• **ABOUT THIS TASK**
Answer with a single number: the count of lines below that hold "dead".

○ ○ ○ ○ ○

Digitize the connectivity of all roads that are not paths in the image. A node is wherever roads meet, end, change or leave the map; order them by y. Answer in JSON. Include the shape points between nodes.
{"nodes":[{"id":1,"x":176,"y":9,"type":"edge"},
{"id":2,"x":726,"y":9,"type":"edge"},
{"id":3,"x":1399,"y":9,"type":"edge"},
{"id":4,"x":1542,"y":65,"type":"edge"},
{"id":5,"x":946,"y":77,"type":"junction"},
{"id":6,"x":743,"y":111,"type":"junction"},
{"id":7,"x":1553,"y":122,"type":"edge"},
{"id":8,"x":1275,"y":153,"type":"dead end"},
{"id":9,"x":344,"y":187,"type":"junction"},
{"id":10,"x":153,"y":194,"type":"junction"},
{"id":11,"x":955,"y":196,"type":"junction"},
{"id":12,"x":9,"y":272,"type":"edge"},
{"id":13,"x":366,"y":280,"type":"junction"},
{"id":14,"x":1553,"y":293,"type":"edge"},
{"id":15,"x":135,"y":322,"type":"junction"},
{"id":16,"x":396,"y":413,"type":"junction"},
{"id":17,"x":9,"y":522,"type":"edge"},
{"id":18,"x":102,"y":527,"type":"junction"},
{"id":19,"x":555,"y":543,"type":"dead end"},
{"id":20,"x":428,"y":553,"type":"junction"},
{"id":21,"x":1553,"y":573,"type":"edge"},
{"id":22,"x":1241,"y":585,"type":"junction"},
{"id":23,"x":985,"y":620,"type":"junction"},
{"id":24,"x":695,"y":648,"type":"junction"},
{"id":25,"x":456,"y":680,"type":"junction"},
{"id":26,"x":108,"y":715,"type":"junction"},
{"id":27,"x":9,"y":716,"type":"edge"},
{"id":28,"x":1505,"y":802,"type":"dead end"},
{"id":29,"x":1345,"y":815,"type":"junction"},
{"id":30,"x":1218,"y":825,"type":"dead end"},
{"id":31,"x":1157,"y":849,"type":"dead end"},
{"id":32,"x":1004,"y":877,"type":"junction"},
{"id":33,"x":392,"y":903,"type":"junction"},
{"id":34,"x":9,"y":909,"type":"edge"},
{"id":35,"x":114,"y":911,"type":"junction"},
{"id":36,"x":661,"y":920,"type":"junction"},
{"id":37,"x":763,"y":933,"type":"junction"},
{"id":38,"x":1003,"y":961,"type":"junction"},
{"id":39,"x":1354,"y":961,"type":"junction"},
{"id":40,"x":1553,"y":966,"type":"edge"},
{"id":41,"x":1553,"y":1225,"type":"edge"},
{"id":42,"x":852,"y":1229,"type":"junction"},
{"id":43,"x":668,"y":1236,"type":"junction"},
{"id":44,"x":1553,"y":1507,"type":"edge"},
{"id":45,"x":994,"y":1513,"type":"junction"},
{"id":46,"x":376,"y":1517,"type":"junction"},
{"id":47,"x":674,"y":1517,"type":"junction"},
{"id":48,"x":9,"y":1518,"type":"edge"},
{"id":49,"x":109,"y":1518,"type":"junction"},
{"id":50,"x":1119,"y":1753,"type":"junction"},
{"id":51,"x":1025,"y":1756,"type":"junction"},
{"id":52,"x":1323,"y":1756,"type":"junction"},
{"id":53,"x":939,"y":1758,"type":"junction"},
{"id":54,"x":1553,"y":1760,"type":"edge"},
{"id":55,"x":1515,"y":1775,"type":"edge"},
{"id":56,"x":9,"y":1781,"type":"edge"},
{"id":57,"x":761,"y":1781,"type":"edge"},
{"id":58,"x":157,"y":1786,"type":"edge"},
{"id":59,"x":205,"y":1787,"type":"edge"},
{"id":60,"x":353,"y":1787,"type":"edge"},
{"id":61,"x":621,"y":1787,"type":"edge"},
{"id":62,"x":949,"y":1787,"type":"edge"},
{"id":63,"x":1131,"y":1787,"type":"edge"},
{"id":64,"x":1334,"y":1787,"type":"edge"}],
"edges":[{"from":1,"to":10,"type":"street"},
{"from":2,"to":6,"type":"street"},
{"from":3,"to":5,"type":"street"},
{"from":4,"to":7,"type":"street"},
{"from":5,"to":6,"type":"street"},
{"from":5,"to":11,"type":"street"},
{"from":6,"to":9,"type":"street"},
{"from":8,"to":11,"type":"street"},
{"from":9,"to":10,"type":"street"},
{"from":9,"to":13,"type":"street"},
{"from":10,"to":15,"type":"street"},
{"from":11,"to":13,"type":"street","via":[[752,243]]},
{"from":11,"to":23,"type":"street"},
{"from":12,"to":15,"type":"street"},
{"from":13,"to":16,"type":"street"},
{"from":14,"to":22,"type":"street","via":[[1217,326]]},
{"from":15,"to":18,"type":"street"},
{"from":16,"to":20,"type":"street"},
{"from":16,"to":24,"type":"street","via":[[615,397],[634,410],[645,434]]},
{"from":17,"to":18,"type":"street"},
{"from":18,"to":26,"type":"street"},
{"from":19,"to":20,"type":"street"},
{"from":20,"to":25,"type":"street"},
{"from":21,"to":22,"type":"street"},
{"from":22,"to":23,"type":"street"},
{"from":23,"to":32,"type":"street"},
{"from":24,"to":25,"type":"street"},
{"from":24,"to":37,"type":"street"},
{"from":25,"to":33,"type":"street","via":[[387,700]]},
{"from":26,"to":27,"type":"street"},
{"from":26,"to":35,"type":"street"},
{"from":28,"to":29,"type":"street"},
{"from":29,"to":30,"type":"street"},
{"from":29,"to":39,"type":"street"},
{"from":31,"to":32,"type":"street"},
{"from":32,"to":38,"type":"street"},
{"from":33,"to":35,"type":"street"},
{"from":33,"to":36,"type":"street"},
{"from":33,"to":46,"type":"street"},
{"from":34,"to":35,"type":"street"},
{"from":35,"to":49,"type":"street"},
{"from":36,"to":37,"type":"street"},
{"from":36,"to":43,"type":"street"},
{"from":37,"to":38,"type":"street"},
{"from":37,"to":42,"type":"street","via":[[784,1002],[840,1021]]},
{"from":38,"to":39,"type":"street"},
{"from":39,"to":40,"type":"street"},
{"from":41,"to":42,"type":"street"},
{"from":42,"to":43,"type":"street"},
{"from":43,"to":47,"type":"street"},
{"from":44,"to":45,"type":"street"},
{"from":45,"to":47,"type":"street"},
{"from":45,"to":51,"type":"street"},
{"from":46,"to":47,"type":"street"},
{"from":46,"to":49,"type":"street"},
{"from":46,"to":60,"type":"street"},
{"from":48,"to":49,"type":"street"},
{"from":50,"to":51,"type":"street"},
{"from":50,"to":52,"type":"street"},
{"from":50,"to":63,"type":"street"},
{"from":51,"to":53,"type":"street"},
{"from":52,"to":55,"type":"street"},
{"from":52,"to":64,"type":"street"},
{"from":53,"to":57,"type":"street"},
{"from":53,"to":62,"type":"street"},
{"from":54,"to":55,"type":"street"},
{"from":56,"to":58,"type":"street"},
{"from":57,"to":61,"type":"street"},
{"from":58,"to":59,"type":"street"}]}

○ ○ ○ ○ ○

• **TASK RESPONSE**
5